La chanson était belle pourtant.
Pour vivre heureux, il faut connaître le moment de sa mort ou se croire éternel.
Together
Il pleut.
Calmement.
On pourrait rester dans notre lit,
A regarder tomber la pluie,
Ou se dire au revoir.
Level
Toute ma vie dans mon enfance.
Je suis sorti de cette prison, pour mourir dans le vide, comme un astronaute quitterait son vaisseau. Les enfants heureux devraient avoir le droit d’être exécuté à onze ans sur un air de piano désaccordé.
Store Bougth Bones
Je suis un homme capuchon.
Yellow Sun
La marque jaune au bout du majeur, peinte sur la fausse bosse de l’écrivain.
Call It A Day
Stadium Arcadium, indigeste.
Les poivrons rouges n’arriveront-ils donc jamais à trouver la bonne épice pour cuisiner un plat complet ?
Blue Veins
« D’après la théorie communément acceptée de la nécessité d’un manque de symétrie afin d’être original, je puis donc dire qu’il est recommandable que l’on donne à la tête des nouveau-nés un coup délicat le poing fermé, lequel, sans rien compromettre de la symétrie du cerveau, l’affolera un peu. Je ne vous conseille pas cependant de frapper sur le front, sur la tête, derrière ou encore sur les côtés, puisque cela n’affecterait en rien la symétrie. Dans les trois premiers cas, en effet, les deux côtés seraient touchés de manière égale et dans le dernier, il y aura une réaction du côté opposé au lieu du coup de poing. Je recommande donc, humblement, de porter le coup exactement sur l’un des deux coins extérieurs de l’œil, puisque des parties d’une structure et d’une situation totalement différentes du cerveau seraient alors mis en réaction. Le résultat nécessaire est que la plus belle asymétrie du cerveau est préservée. J’ai cependant souvent remarqué la cœur chagrin que la mode est aux coups sur la tête, à ces taloches distribuées dans nos écoles seulement en société nombreuse, vaine pratique parce qu’ensuite les têtes sont habituellement déjà parties dans le bois. Il y a des exemples de personnes qui sont tombées sur la tête, ou à qui l’on a donné dessus du gourdin et qui ont, quelquefois, commencé de prophétiser et d’autre de réfléchir sur les choses du monde, comme le reste des hommes.

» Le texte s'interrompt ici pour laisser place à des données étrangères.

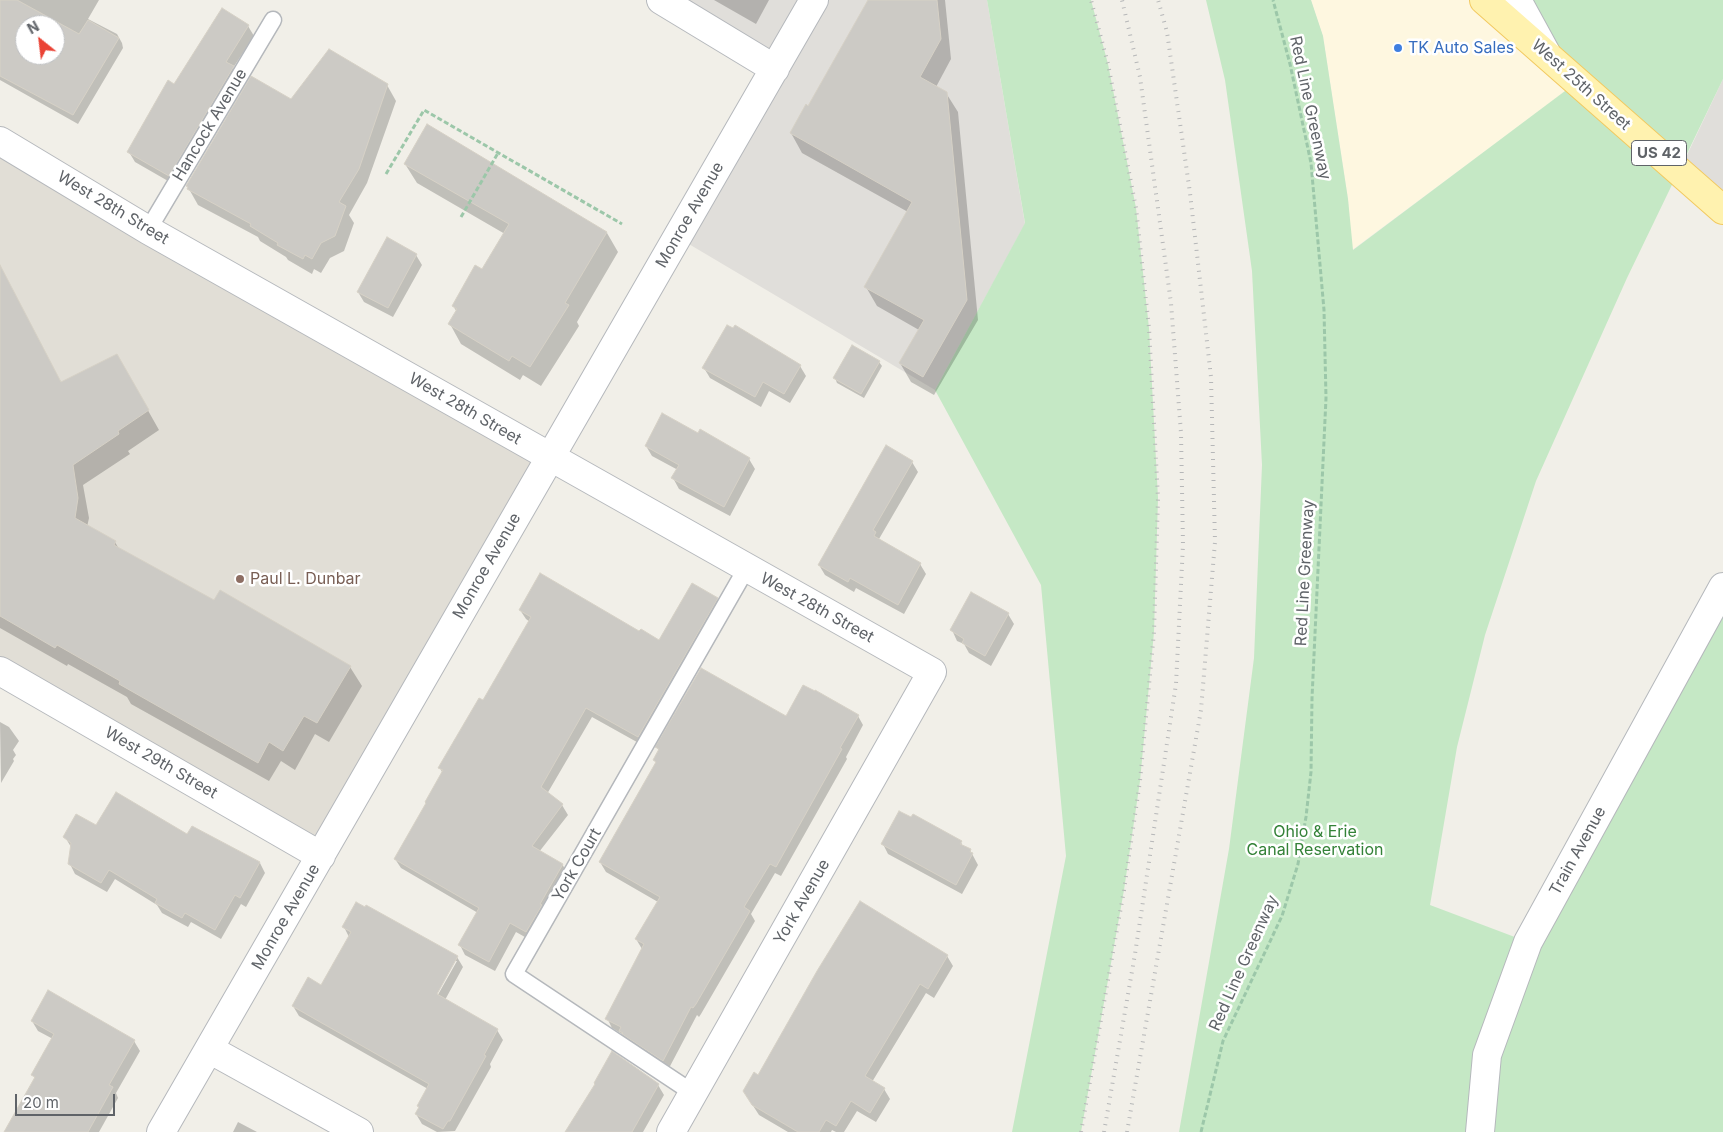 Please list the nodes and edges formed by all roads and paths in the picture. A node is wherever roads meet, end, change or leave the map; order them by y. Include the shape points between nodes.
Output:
1 (661, 0) edge
2 (814, 0) edge
3 (1273, 0) edge
4 (1484, 0) edge
5 (1517, 0) edge
6 (273, 20) dead end
7 (1546, 53) junction
8 (775, 69) junction
9 (0, 141) edge
10 (498, 153) junction
11 (386, 174) dead end
12 (1723, 210) edge
13 (461, 217) dead end
14 (622, 224) dead end
15 (148, 230) junction
16 (549, 457) junction
17 (746, 569) junction
18 (1723, 587) edge
19 (0, 671) edge
20 (932, 672) joint
21 (321, 856) junction
22 (209, 1049) junction
23 (693, 1093) junction
24 (161, 1132) edge
25 (359, 1132) edge
26 (672, 1132) edge
27 (1201, 1132) edge
28 (1480, 1132) edge

1 - 8 street
2 - 8 street, Monroe Avenue
3 - 27 path, Red Line Greenway via 1311,163 1324,310 1326,398 1311,772 1293,882 1282,916 1223,1041
4 - 7 main road, West 25th Street / US 42
5 - 7 street
6 - 15 lane, Hancock Avenue
7 - 12 main road, West 25th Street / US 42
8 - 16 street, Monroe Avenue
9 - 15 street, West 28th Street
10 - 11 path via 424,110
10 - 13 path
10 - 14 path
15 - 16 street, West 28th Street
16 - 17 street, West 28th Street
16 - 21 street, Monroe Avenue
17 - 20 street, West 28th Street
17 - 23 lane, York Court via 514,974
18 - 28 street, Train Avenue via 1528,942 1487,1055
19 - 21 street, West 29th Street
20 - 23 street, York Avenue
21 - 22 street, Monroe Avenue
22 - 24 street, Monroe Avenue
22 - 25 street
23 - 26 street, York Avenue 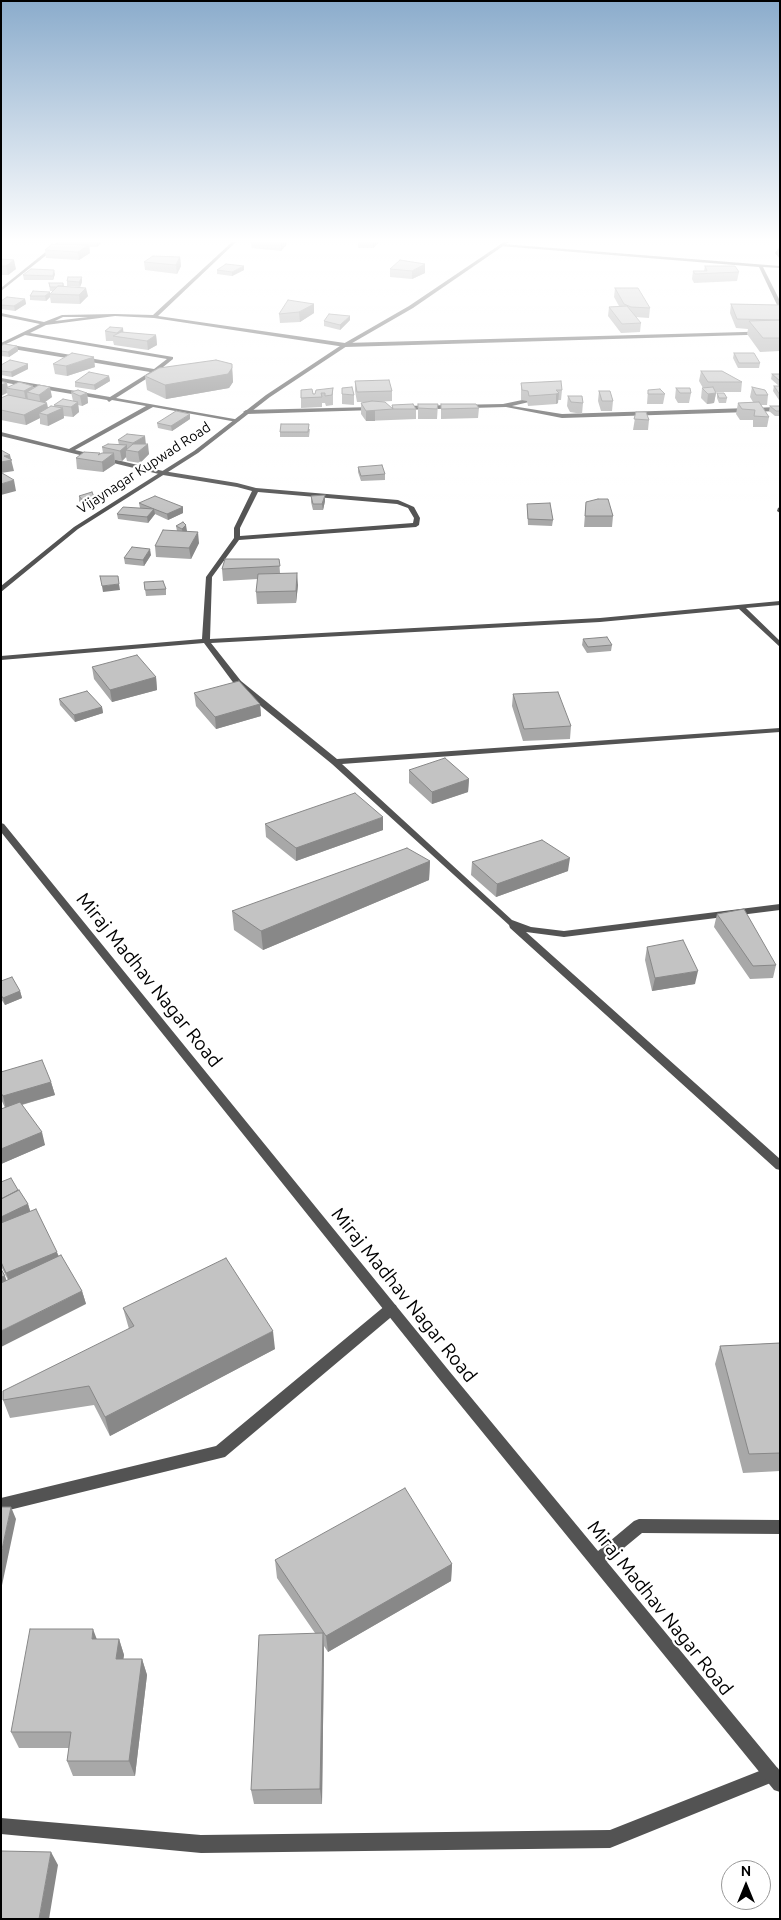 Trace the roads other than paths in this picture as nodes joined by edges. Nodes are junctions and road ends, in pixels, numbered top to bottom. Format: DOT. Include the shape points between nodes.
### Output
graph roads {
  1 [pos="30,332"];
  2 [pos="253,332"];
  3 [pos="368,332"];
  4 [pos="780,332"];
  5 [pos="25,334"];
  6 [pos="1,345"];
  7 [pos="344,345"];
  8 [pos="155,371"];
  9 [pos="1,380"];
  10 [pos="109,400"];
  11 [pos="527,401"];
  12 [pos="151,406"];
  13 [pos="503,406"];
  14 [pos="780,408"];
  15 [pos="384,409"];
  16 [pos="394,409"];
  17 [pos="246,412"];
  18 [pos="237,420"];
  19 [pos="1,434"];
  20 [pos="69,451"];
  21 [pos="163,473"];
  22 [pos="256,490"];
  23 [pos="236,538"];
  24 [pos="1,590"];
  25 [pos="780,603"];
  26 [pos="740,606"];
  27 [pos="206,641"];
  28 [pos="780,645"];
  29 [pos="1,658"];
  30 [pos="780,730"];
  31 [pos="335,762"];
  32 [pos="1,826"];
  33 [pos="780,908"];
  34 [pos="508,922"];
  35 [pos="780,1166"];
  36 [pos="390,1309"];
  37 [pos="1,1505"];
  38 [pos="780,1527"];
  39 [pos="597,1562"];
  40 [pos="776,1779"];
  41 [pos="1,1826"];
  1 -- 5 [label="street"];
  2 -- 7 [label="street"];
  3 -- 7 [label="street, Vijaynagar Kupwad Road"];
  4 -- 7 [label="street"];
  5 -- 6 [label="street"];
  5 -- 8 [label="street" via="171,358"];
  6 -- 8 [label="street"];
  7 -- 17 [label="street, Vijaynagar Kupwad Road"];
  8 -- 10 [label="street"];
  9 -- 10 [label="street"];
  10 -- 12 [label="street"];
  11 -- 13 [label="street"];
  12 -- 18 [label="street"];
  12 -- 20 [label="street"];
  13 -- 14 [label="street" via="562,416"];
  13 -- 16 [label="street"];
  15 -- 17 [label="street"];
  17 -- 18 [label="street, Vijaynagar Kupwad Road"];
  18 -- 21 [label="street, Vijaynagar Kupwad Road"];
  19 -- 20 [label="street"];
  20 -- 21 [label="street"];
  21 -- 22 [label="street"];
  21 -- 24 [label="street, Vijaynagar Kupwad Road" via="76,528"];
  22 -- 23 [label="street" via="237,528"];
  22 -- 23 [label="street" via="398,502 411,507 417,518 416,525"];
  23 -- 27 [label="street" via="209,577"];
  25 -- 26 [label="street"];
  26 -- 27 [label="street" via="600,620"];
  26 -- 28 [label="street"];
  27 -- 29 [label="street"];
  27 -- 31 [label="street" via="238,683"];
  30 -- 31 [label="street"];
  31 -- 34 [label="street"];
  32 -- 36 [label="street, Miraj Madhav Nagar Road"];
  33 -- 34 [label="street" via="564,934 529,930"];
  34 -- 35 [label="street"];
  36 -- 37 [label="street" via="220,1452"];
  36 -- 39 [label="street, Miraj Madhav Nagar Road"];
  38 -- 39 [label="street" via="639,1526"];
  39 -- 40 [label="street, Miraj Madhav Nagar Road"];
  40 -- 41 [label="street" via="610,1839 201,1844"];
} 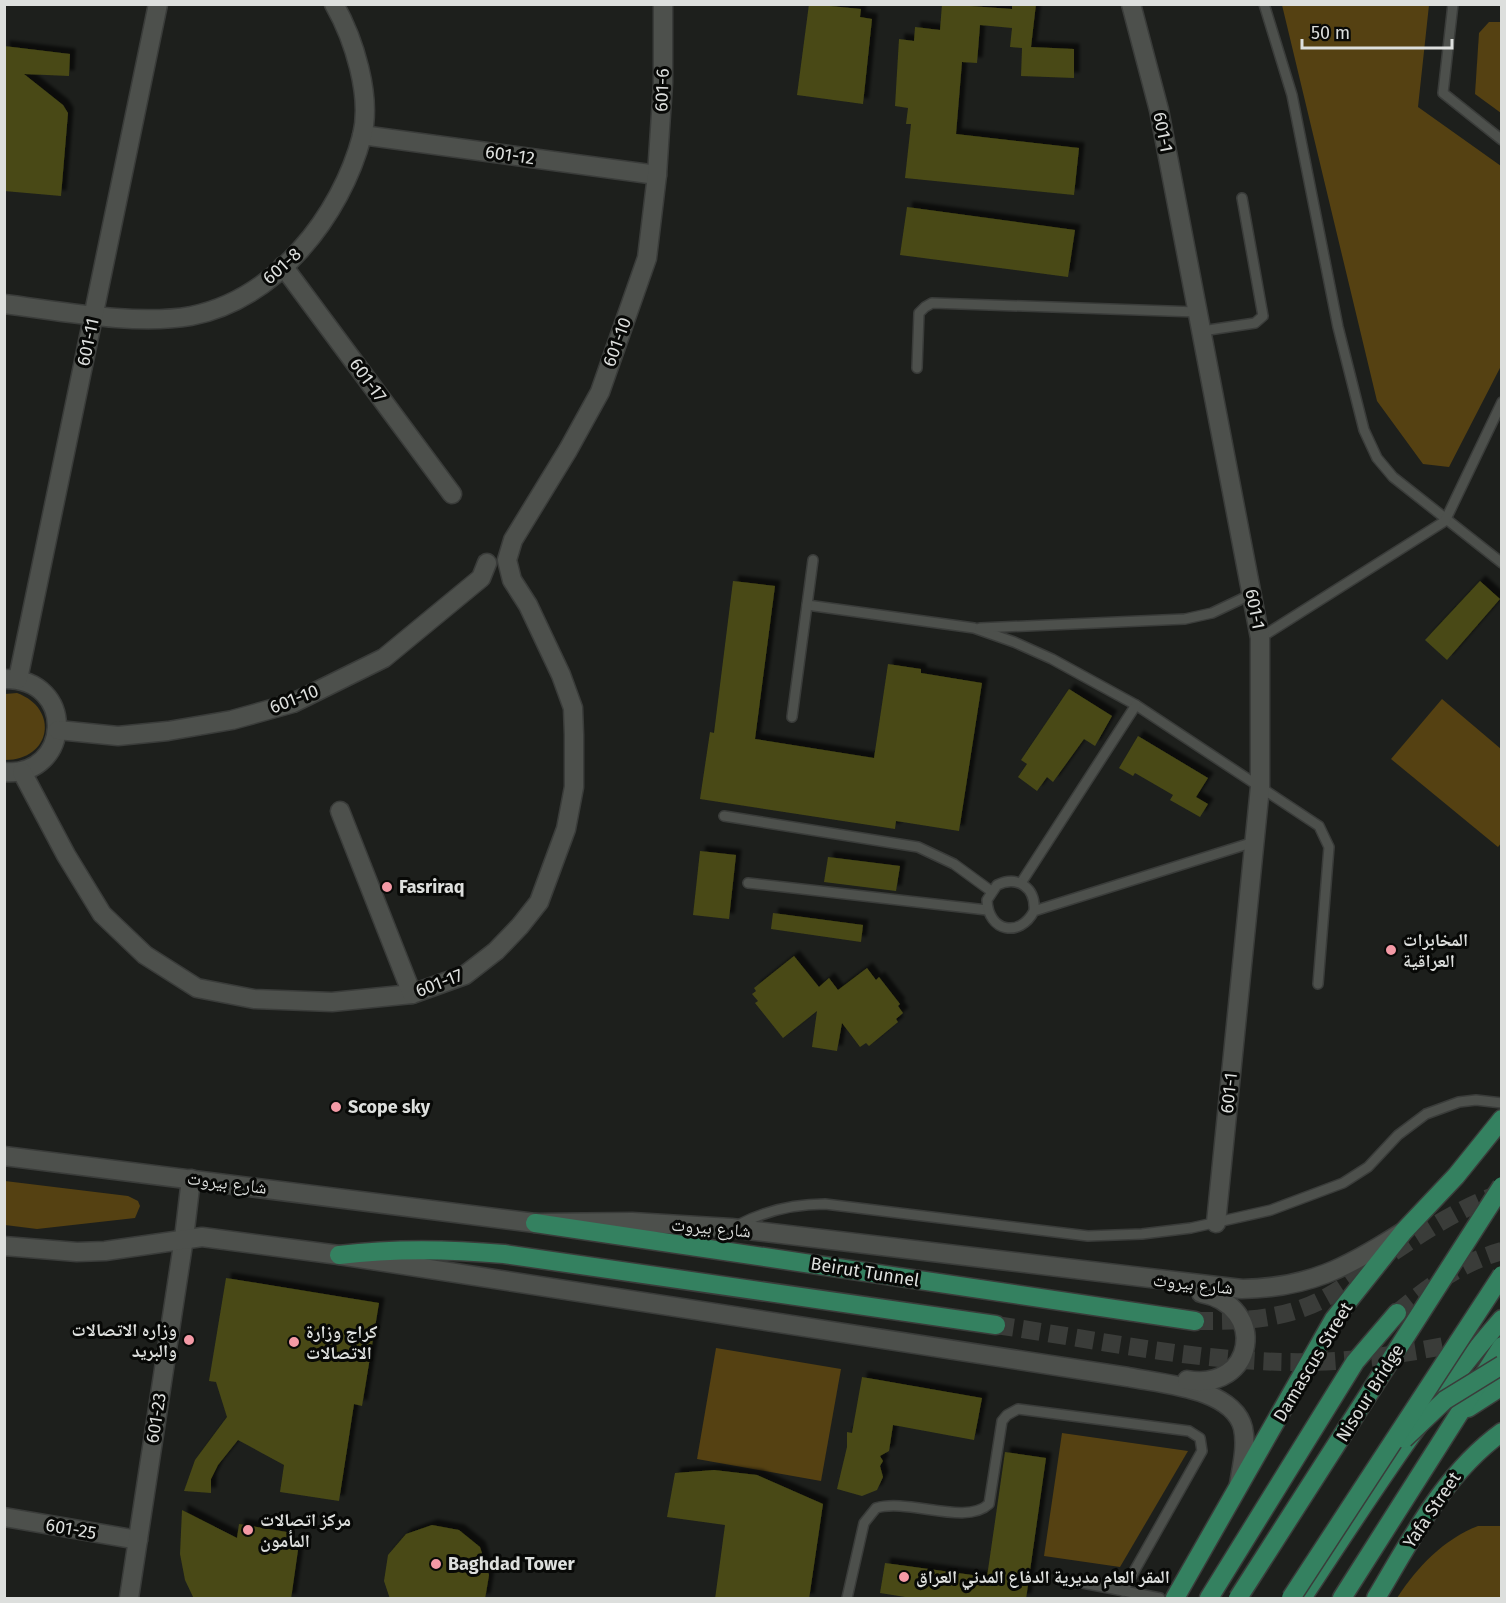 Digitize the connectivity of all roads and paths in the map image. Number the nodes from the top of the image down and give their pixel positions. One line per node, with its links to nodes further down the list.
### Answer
1 (158, 4): 14 (street, 601-11)
2 (334, 4): 7 (street, 601-8)
3 (663, 4): 9 (street, 601-6)
4 (1131, 4): 13 (street, 601-1)
5 (1264, 4): 19 (lane)
6 (1453, 4): 8 (lane)
7 (362, 135): 9 (street, 601-12); 11 (street, 601-8)
8 (1502, 140)
9 (657, 175): 20 (street, 601-10)
10 (1242, 198): 15 (lane)
11 (283, 266): 14 (street, 601-8); 18 (street, 601-17)
12 (4, 304): 14 (street, 601-8)
13 (1197, 312): 15 (street, 601-1); 16 (lane)
14 (93, 316): 28 (street, 601-11)
15 (1202, 331): 24 (street, 601-1)
16 (917, 368)
17 (1502, 402): 19 (lane)
18 (452, 494)
19 (1445, 521): 23 (lane); 27 (lane)
20 (507, 560): 43 (street, 601-17)
21 (813, 560): 25 (lane)
22 (487, 563): 31 (street, 601-10)
23 (1502, 563)
24 (1252, 594): 26 (lane); 27 (street, 601-1)
25 (807, 605): 26 (lane); 30 (lane)
26 (974, 628): 29 (lane)
27 (1260, 639): 33 (street, 601-1)
28 (11, 679): 31 (street)
29 (1136, 705): 33 (lane); 38 (lane)
30 (792, 717)
31 (57, 730): 32 (street)
32 (13, 772): 43 (street, 601-17)
33 (1260, 787): 36 (street, 601-1); 42 (lane)
34 (340, 811): 43 (street)
35 (724, 816): 39 (lane)
36 (1254, 842): 41 (lane); 50 (street, 601-1)
37 (748, 883): 40 (lane)
38 (1021, 883): 39 (lane); 41 (lane)
39 (991, 891): 40 (lane)
40 (987, 910): 41 (lane)
41 (1034, 911)
42 (1318, 984)
43 (412, 994)
44 (1502, 1103): 50 (lane)
45 (1502, 1119): 52 (main road, Damascus Street)
46 (4, 1156): 47 (street, شارع بيروت)
47 (191, 1179): 49 (street, شارع بيروت); 53 (street, 601-23)
48 (1502, 1186): 79 (main road, Nisour Bridge, bridge)
49 (535, 1223): 51 (street, شارع بيروت); 60 (main road, Beirut Tunnel)
50 (1216, 1223): 51 (lane)
51 (731, 1228): 57 (street, شارع بيروت)
52 (1404, 1231): 57 (street, شارع بيروت); 69 (main road, Damascus Street)
53 (184, 1238): 54 (street); 55 (street); 71 (street, 601-23)
54 (4, 1246)
55 (339, 1255): 61 (main road, Beirut Tunnel); 64 (street)
56 (1502, 1275): 68 (main road, bridge)
57 (1166, 1281): 64 (street)
58 (1397, 1313): 78 (main road)
59 (1502, 1320): 81 (main road)
60 (1195, 1321)
61 (996, 1325)
62 (1502, 1346): 66 (main road)
63 (1502, 1365): 68 (main road, bridge)
64 (1128, 1377): 69 (street)
65 (1502, 1386): 66 (main road)
66 (1457, 1417): 82 (main road)
67 (1502, 1432): 83 (main road, Yafa Street)
68 (1370, 1475): 80 (main road, bridge)
69 (1239, 1486): 77 (main road, Damascus Street)
70 (4, 1517): 71 (street, 601-25)
71 (138, 1540): 74 (street, 601-23)
72 (1067, 1580): 73 (lane)
73 (1123, 1591): 75 (lane); 76 (lane)
74 (129, 1599)
75 (847, 1599)
76 (1160, 1599)
77 (1175, 1599)
78 (1209, 1599)
79 (1238, 1599)
80 (1291, 1599)
81 (1302, 1599)
82 (1342, 1599)
83 (1376, 1599)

Cela s’appelait faire trop de bien, et j’explique cela encore par une altération de la symétrie cérébrale ; cependant, nul ne peut nier que la tête la plus enviée et adulée de ce monde serait celle qui n’aurait pas de côté, et qu’il faudrait enfermer à Bedlam*, si l’autre n’existait pas ; ce sont là les grandes âmes qui sont semblables au singe ou à l’ange et qui s’expriment parfois avec les niaises pensées des premiers ou avec la période résonnante des seconds, ou bien encore par les idées lumineuses de ceux-ci jumelées aux incompréhensibles mimiques de ceux-là. D’ailleurs : pourquoi donc les hommes se frappent-ils la tête lorsqu’ils ignorent quelque chose ? C’est là un usage qui est naturel à l’homme...»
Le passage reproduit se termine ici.